Tag: sunset

How do I create light trail images?

light trails

Westminster by Night

Have you ever wondered how to go about capturing light trails? They look dramatic and add a dynamic feel to urban images and are easy to capture.

Before I go into technique there is an important factor about this image which lifts it above many light trail shots. The Sky. Its not just a case of shooting at night. In fact the ideal time is a short 15 minute period shortly after the sun has set. For architectural photographers and those after light trails this is the prime time to shoot. If you look at the image you will see the sky is not black, there is still some residual light (twilight) in the sky. In this brief period of minutes the light in the sky balances perfectly with artificial light which is why it is so perfect for capturing architecture and light trails. You can still shoot the light trails when the sky is black but the images won’t be quite as attractive. Have a browse of the finest architectural night photography and you will see the photographer works in this evening twilight period (or gets up early as a similar is experienced some time before sunrise).

Lets say you are in position at the right time. Get there well in advance so you can sort your composition out and get your exposure right before twilight. It is very frustrating to miss the brief twilight window becuase you weren’t in position and set up in time. Needless to say you need to be on a tripod with a remote shutter release. No graduated neutral density filters are needed as the camera can cope with the dynamic range of the image by this time. You may need a standard non-graduated neutral density filter (perhaps a 2-stop) to slow the exposure down if you are getting too short an exposure for the effect you are after (alternatively, you could use a narrower aperture, say, f16. I would avoid using f22 unless I was forced as the image quality will degrade due to ‘diffraction’, but thats another whole issue!)

For these images the lenght of the exposure is as important, if not a little more important, than depth of field. For my shot of Westminster I worked at f11 (which gave me sufficient DOF and kept me close to the sweet spot of the lens (around f8 would be about perfect). At ISO 100 (for the lowest noise possible), this gave me an exposure time of 4 seconds on my 24mm TSE lens. (As I was using a tilt and shift lens, I could have worked at f8 and used the tilt mechanism to give me the depth of field I needed but I was working quickly and didn’t want to complicate matters).
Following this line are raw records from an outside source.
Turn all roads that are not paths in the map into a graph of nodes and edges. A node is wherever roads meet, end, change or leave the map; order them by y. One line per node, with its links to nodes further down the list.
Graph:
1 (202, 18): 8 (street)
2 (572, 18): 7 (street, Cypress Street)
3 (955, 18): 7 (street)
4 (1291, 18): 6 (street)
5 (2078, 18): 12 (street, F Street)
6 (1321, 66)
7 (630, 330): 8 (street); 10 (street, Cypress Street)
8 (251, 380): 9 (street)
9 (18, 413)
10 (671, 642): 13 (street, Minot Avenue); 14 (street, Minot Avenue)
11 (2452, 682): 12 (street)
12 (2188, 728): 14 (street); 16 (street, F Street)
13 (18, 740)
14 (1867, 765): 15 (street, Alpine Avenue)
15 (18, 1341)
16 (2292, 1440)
I test out several shutter speeds before the light gets to its best so that I am ready. The speed of the traffic and the brightness of the lights will dictate the length of exposure. Faster moving vehicles need a shorter shutter speed than slower vehicles. In my case, timing was vital. I could have shot when just cars were passing but I found it was worth waiting for a bus to appear as this gave a wider stripe of lights because of the upstairs windows. I fired the shutter, using a handheld remote release, a fraction of a second before the bus entered the frame. A few buses later, I had my image, the light dropped and it was time to head off for more night shots around London.

If you would like to master low light and night photography, why not join me on one of my London Night Workshops. We even have a London Black Cab to drive us around all of the best locations all night. Drop me an email if you are interested as these are selling out before I can list them on my website.

A Tip for Using the Photographers Ephemeris

ephemeris tip

There can be few landscape photographers who don’t use Stephen Trainors brilliant piece of software, The Photographers Ephemeris. You can download it for free from http://photoephemeris.com/ There are also versions for the iPad and iPhone available from the Apple app store (for a small and very reasonable fee). It is also available in the Android Marketplace.

The software basically uses Google Earth mapping to show us the exact point and time of sun and moon rise and set for every day at any point on the surface of the Earth. The concept is simple and it delivers it perfectly.

I have used it since it was first released and it has become an essential part of my location planning. However, I learnt a new feature this past weekend which I thought was really useful from Antony Spencer.

When you click on the map to identify your location in relation to the sunrise and sunset points you see four lines radiating from the pin. These represent the direction of the moon rise and set and the sun rise and set on the day of your choice. I have always viewed the map at quite a close zoom and so these radiating lines disappear out of the edges of the screen. However, Tony explained that if you zoom out on the map, eventually you see the lines terminate. This point is some 160 to 170 miles from the location where you dropped the pin.

Far from being a random point to terminate the line, where the line finishes is the point on the Earths surface where the sun appears at the time of sunrise relative to your chosen location. This is actually quite a useful bit of information for us. If we combine this knowledge with a cloud forecast we can anticipate the type of sunrise we will get.

For example, for Antony & I leading a workshop on Dorsets Jurassic Coast last weekend we could see the sun would be breaking past the curve of the Earth close to Paris in relation to our sunrise locations of Lyme Regis & Durdle Door. Looking at the cloud radar on those mornings we could see the cloud between Paris and our stretch of the coast was well broken which therefore hinted at the dramatic sunrise we experienced on Saturday.

It is just a small piece of intelligence but it adds to the thoroughness of our location planning and may well help us to plan which trips may be worthwhile and which might be best missed.